The 2016 Australian National Census was to be a landmark event in citizen-centric innovation. Conducted every five years, this was the first national census to allow online submissions to the Australian Bureau of Statistics (ABS).

Unfortunately, threat actors had other ideas. On Aug. 9, the first day of the online census, the ABS portal came under attack.

According to The Guardian, four distributed denial-of-service / DDoS attacks targeted the agency’s website throughout the day, the final salvo causing severe technical issues before forcing the ABS to take the site offline completely that evening. It took some 36 hours to restore the service.

“I’ll be clear from the outset, this was not an attack nor was it a hack. But rather, it was an attempt to frustrate the Australian Bureau of Statistics census data,” Australian Minister for Small Business Michael McCormack said in an Aug. 10 press conference. “ABS census security was not compromised and no data was lost.”

According to McCormack, census data was not compromised. But it was very much an attack on the Australian agency — one that could have been avoided had proper DDoS protection solutions been in place.

Cyber security is a global problem

While cyber security attacks in North America, Europe and Asia make headlines, the ABS census attack is the perfect use case that proves any country, organization or enterprise is a target.

We know that the Australian federal government is not alone. DDoS attacks — growing in size, frequency and sophistication — jeopardize an organization’s online revenue streams, brand, trust and privacy.

Multi-vector DDoS attacks are particularly hard to mitigate.
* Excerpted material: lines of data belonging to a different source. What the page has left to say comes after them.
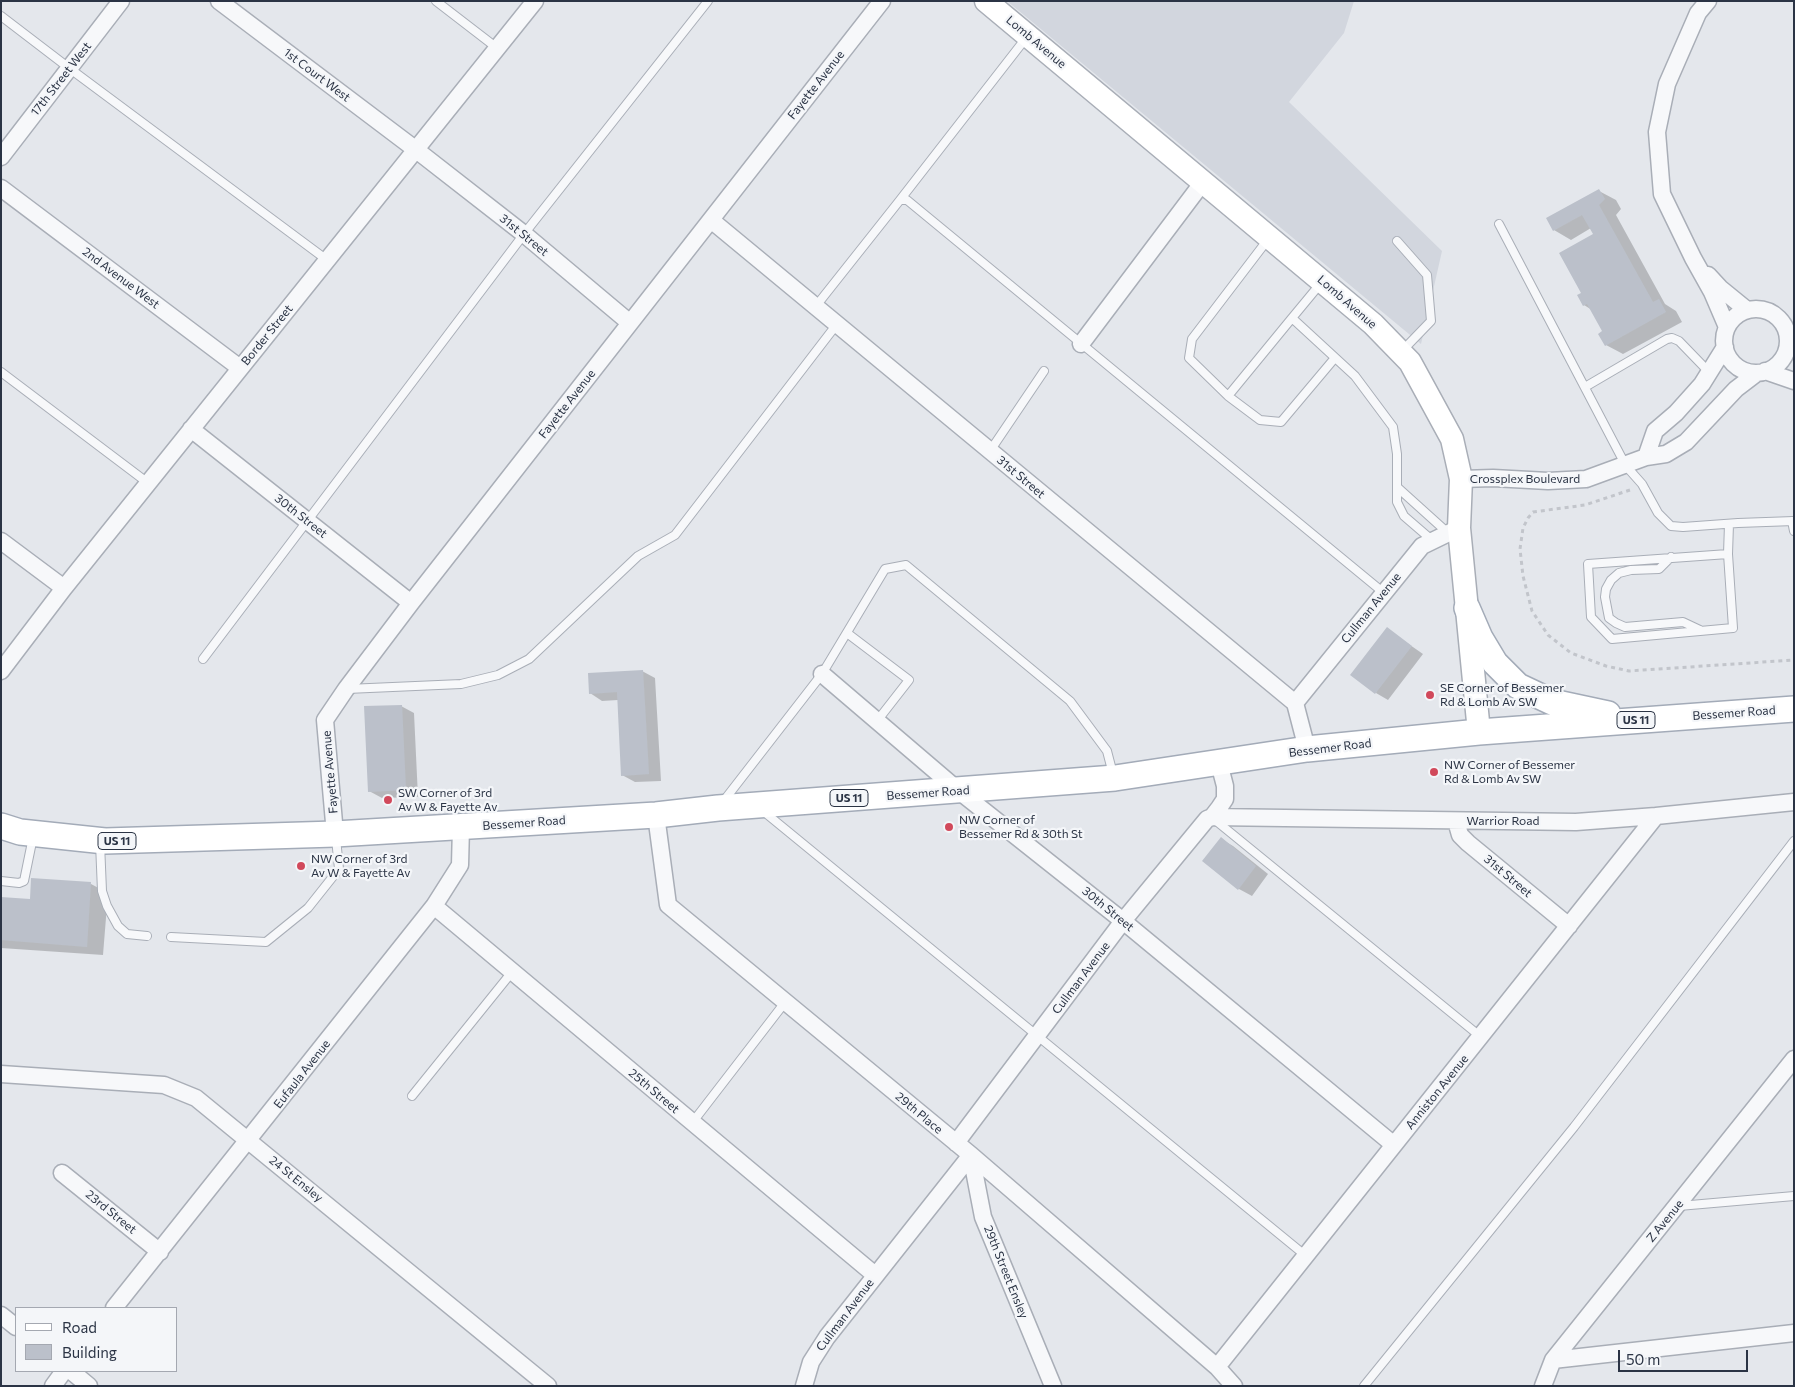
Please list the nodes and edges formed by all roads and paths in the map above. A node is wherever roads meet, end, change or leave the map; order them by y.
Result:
1 (122, 1) edge
2 (219, 1) edge
3 (436, 1) edge
4 (535, 1) edge
5 (708, 1) edge
6 (882, 1) edge
7 (986, 1) edge
8 (1708, 1) edge
9 (1, 16) edge
10 (1028, 36) junction
11 (497, 48) junction
12 (69, 68) junction
13 (416, 149) junction
14 (1, 157) edge
15 (1203, 182) junction
16 (1, 188) edge
17 (900, 200) junction
18 (711, 220) junction
19 (1499, 224) dead end
20 (524, 234) junction
21 (1269, 237) junction
22 (1397, 241) dead end
23 (1693, 258) junction
24 (327, 260) junction
25 (1322, 281) junction
26 (816, 306) junction
27 (1747, 310) junction
28 (1292, 318) junction
29 (630, 323) junction
30 (837, 324) junction
31 (1727, 327) junction
32 (1081, 344) junction
33 (1725, 347) junction
34 (1401, 352) junction
35 (1790, 353) edge
36 (1334, 359) junction
37 (240, 368) junction
38 (1044, 371) dead end
39 (1, 372) edge
40 (1709, 372) junction
41 (1761, 372) junction
42 (1794, 381) edge
43 (1585, 387) junction
44 (1228, 396) junction
45 (191, 430) junction
46 (990, 450) junction
47 (1646, 457) junction
48 (1626, 466) junction
49 (1461, 479) junction
50 (148, 483) junction
51 (1397, 487) junction
52 (308, 521) junction
53 (1793, 521) edge
54 (1729, 524) junction
55 (1454, 530) junction
56 (1794, 532) edge
57 (1, 541) edge
58 (1433, 541) junction
59 (1728, 554) junction
60 (1671, 557) junction
61 (64, 588) junction
62 (1384, 593) junction
63 (411, 603) junction
64 (1467, 608) junction
65 (1701, 631) junction
66 (847, 633) junction
67 (203, 659) dead end
68 (1, 671) edge
69 (822, 674) junction
70 (346, 689) junction
71 (1295, 703) junction
72 (1794, 709) edge
73 (1637, 720) junction
74 (877, 721) junction
75 (1479, 732) junction
76 (1307, 749) junction
77 (1219, 763) junction
78 (1114, 778) junction
79 (959, 791) junction
80 (1794, 802) edge
81 (755, 805) junction
82 (718, 808) junction
83 (656, 815) junction
84 (1656, 816) junction
85 (1212, 817) junction
86 (1456, 821) junction
87 (1, 826) edge
88 (461, 827) junction
89 (34, 833) junction
90 (335, 834) junction
91 (100, 841) junction
92 (1794, 841) edge
93 (1, 881) edge
94 (434, 906) junction
95 (1123, 921) junction
96 (1569, 926) junction
97 (147, 936) dead end
98 (172, 938) dead end
99 (512, 972) junction
100 (786, 1001) junction
101 (1038, 1035) junction
102 (1482, 1037) junction
103 (1794, 1058) edge
104 (1, 1074) edge
105 (412, 1096) dead end
106 (692, 1123) junction
107 (250, 1140) junction
108 (956, 1143) junction
109 (1394, 1145) junction
110 (971, 1155) junction
111 (62, 1173) dead end
112 (1794, 1196) edge
113 (1676, 1206) junction
114 (160, 1252) junction
115 (1306, 1256) junction
116 (875, 1275) junction
117 (115, 1307) edge
118 (1, 1315) edge
119 (15, 1326) edge
120 (1794, 1333) edge
121 (1553, 1360) junction
122 (1217, 1367) junction
123 (63, 1372) edge
124 (72, 1372) edge
125 (806, 1385) edge
126 (53, 1386) edge
127 (89, 1386) edge
128 (548, 1386) edge
129 (1053, 1386) edge
130 (1234, 1386) edge
131 (1364, 1386) edge
132 (1543, 1386) edge

1 - 12 street, 17th Street West
2 - 13 street, 1st Court West
3 - 11 lane
4 - 11 street, Border Street
5 - 20 lane
6 - 18 street, Fayette Avenue
7 - 10 main road, Lomb Avenue
8 - 23 street
9 - 12 lane
10 - 15 main road, Lomb Avenue
10 - 17 lane
11 - 13 street, Border Street
12 - 14 street, 17th Street West
12 - 24 lane
13 - 20 street, 31st Street
13 - 24 street, Border Street
15 - 21 main road, Lomb Avenue
15 - 32 street
16 - 37 street, 2nd Avenue West
17 - 26 lane
17 - 32 lane
18 - 26 street, 31st Street
18 - 29 street, Fayette Avenue
19 - 43 lane
20 - 29 street, 31st Street
20 - 52 lane
21 - 25 main road, Lomb Avenue
21 - 44 lane
22 - 34 lane
23 - 27 street
23 - 31 street
24 - 37 street, Border Street
25 - 28 lane
25 - 34 main road, Lomb Avenue
26 - 30 street, 31st Street
27 - 31 street
27 - 35 street, Crossplex Boulevard
28 - 36 lane
28 - 44 lane
29 - 63 street, Fayette Avenue
30 - 46 street, 31st Street
30 - 70 lane
31 - 33 street
32 - 62 lane
33 - 40 street
33 - 41 street
34 - 49 main road, Lomb Avenue
35 - 41 street, Crossplex Boulevard
36 - 44 lane
36 - 51 lane
37 - 45 street, Border Street
38 - 46 lane
39 - 50 lane
40 - 43 lane
40 - 47 street
41 - 42 street
41 - 47 street, Crossplex Boulevard
43 - 48 lane
45 - 50 street, Border Street
45 - 52 street, 30th Street
46 - 71 street, 31st Street
47 - 48 street, Crossplex Boulevard
48 - 49 street, Crossplex Boulevard
48 - 54 lane
49 - 55 main road, Lomb Avenue
50 - 61 street, Border Street
51 - 55 lane
51 - 58 lane
52 - 63 street, 30th Street
52 - 67 lane
53 - 54 lane
53 - 56 lane
54 - 59 lane
55 - 58 street, Cullman Avenue
55 - 64 main road, Lomb Avenue
57 - 61 street
58 - 62 street, Cullman Avenue
59 - 60 lane
59 - 65 lane
60 - 65 lane
60 - 65 lane
61 - 68 street, Border Street
62 - 71 street, Cullman Avenue
63 - 70 street, Fayette Avenue
64 - 73 main road
64 - 75 main road, Lomb Avenue
66 - 69 lane
66 - 74 lane
66 - 78 lane
69 - 74 street, 30th Street
69 - 82 lane
70 - 90 street, Fayette Avenue
71 - 76 street
72 - 73 main road, Bessemer Road / US 11
73 - 75 main road, Bessemer Road / US 11
74 - 79 street, 30th Street
75 - 76 main road, Bessemer Road / US 11
76 - 77 main road, Bessemer Road / US 11
77 - 78 main road, Bessemer Road / US 11
77 - 85 street, Cullman Avenue
78 - 79 main road, Bessemer Road / US 11
79 - 81 main road, Bessemer Road / US 11
79 - 95 street, 30th Street
80 - 84 street, Warrior Road
81 - 82 main road, Bessemer Road / US 11
81 - 101 lane
82 - 83 main road, Bessemer Road / US 11
83 - 88 main road, Bessemer Road / US 11
83 - 100 street, 29th Place
84 - 86 street, Warrior Road
84 - 96 street, Anniston Avenue
85 - 86 street, Warrior Road
85 - 95 street, Cullman Avenue
85 - 102 lane
86 - 96 street, 31st Street
87 - 89 main road, Bessemer Road / US 11
88 - 90 main road, Bessemer Road / US 11
88 - 94 street, Eufaula Avenue
89 - 91 main road, Bessemer Road / US 11
89 - 93 lane
90 - 91 main road, Bessemer Road / US 11
90 - 98 lane
91 - 97 lane
92 - 131 lane
94 - 99 street, 25th Street
94 - 107 street, Eufaula Avenue
95 - 101 street, Cullman Avenue
95 - 109 street, 30th Street
96 - 102 street, Anniston Avenue
99 - 105 lane
99 - 106 street, 25th Street
100 - 106 lane
100 - 108 street, 29th Place
101 - 108 street, Cullman Avenue
101 - 115 lane
102 - 109 street, Anniston Avenue
103 - 113 street, Z Avenue
104 - 107 street, 24 St Ensley
106 - 116 street, 25th Street
107 - 114 street, Eufaula Avenue
107 - 128 street, 24 St Ensley
108 - 110 street, 29th Place
109 - 115 street, Anniston Avenue
110 - 116 street, Cullman Avenue
110 - 122 street, 29th Place
110 - 129 street, 29th Street Ensley
111 - 114 street, 23rd Street
112 - 113 lane
113 - 121 street, Z Avenue
114 - 117 street, Eufaula Avenue
115 - 122 street, Anniston Avenue
116 - 125 street, Cullman Avenue
118 - 119 street
120 - 121 street
121 - 132 street, Z Avenue
122 - 130 street, 29th Place
123 - 126 street
124 - 127 street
They consist of simultaneous attack vectors, ranging from attacks on the infrastructure to more sophisticated application-layer attacks. Australian’s ABC provided a telling minute-by-minute summary of the attack events that lead to the agency shutting down the service.

 

Threat actor strategy: chaos

As ABS officials hurried to investigate the cause and find answers for citizens, early comments suggest a misunderstanding of threat actor tactics.

“Had these events occurred in isolation, the online system would have been maintained,” McCormack told ZDNet. “There was a large-scale denial of service attempt on the census website and online form … following, and because of this, there was a hardware failure.”

But threat actors feed off of chaos. Emergencies rarely occur in isolation or in calm circumstances. It’s the reason they launch multi-vector attacks to overwhelm target organizations on several fronts.

Chris Libreri, the ABS general manager in charge of the census and statistical network, told news.com.au before the census that the site was ready and would not fail because of large amounts of traffic.

“We have load tested it at 150 percent of the number of people we think are going to be on it on Tuesday for eight hours straight and it didn’t look like flinching,” Libreri explained to news.com.au before the attacks. “We wouldn’t do it unless we were able to safely do it, we have evolved it and we are confident.”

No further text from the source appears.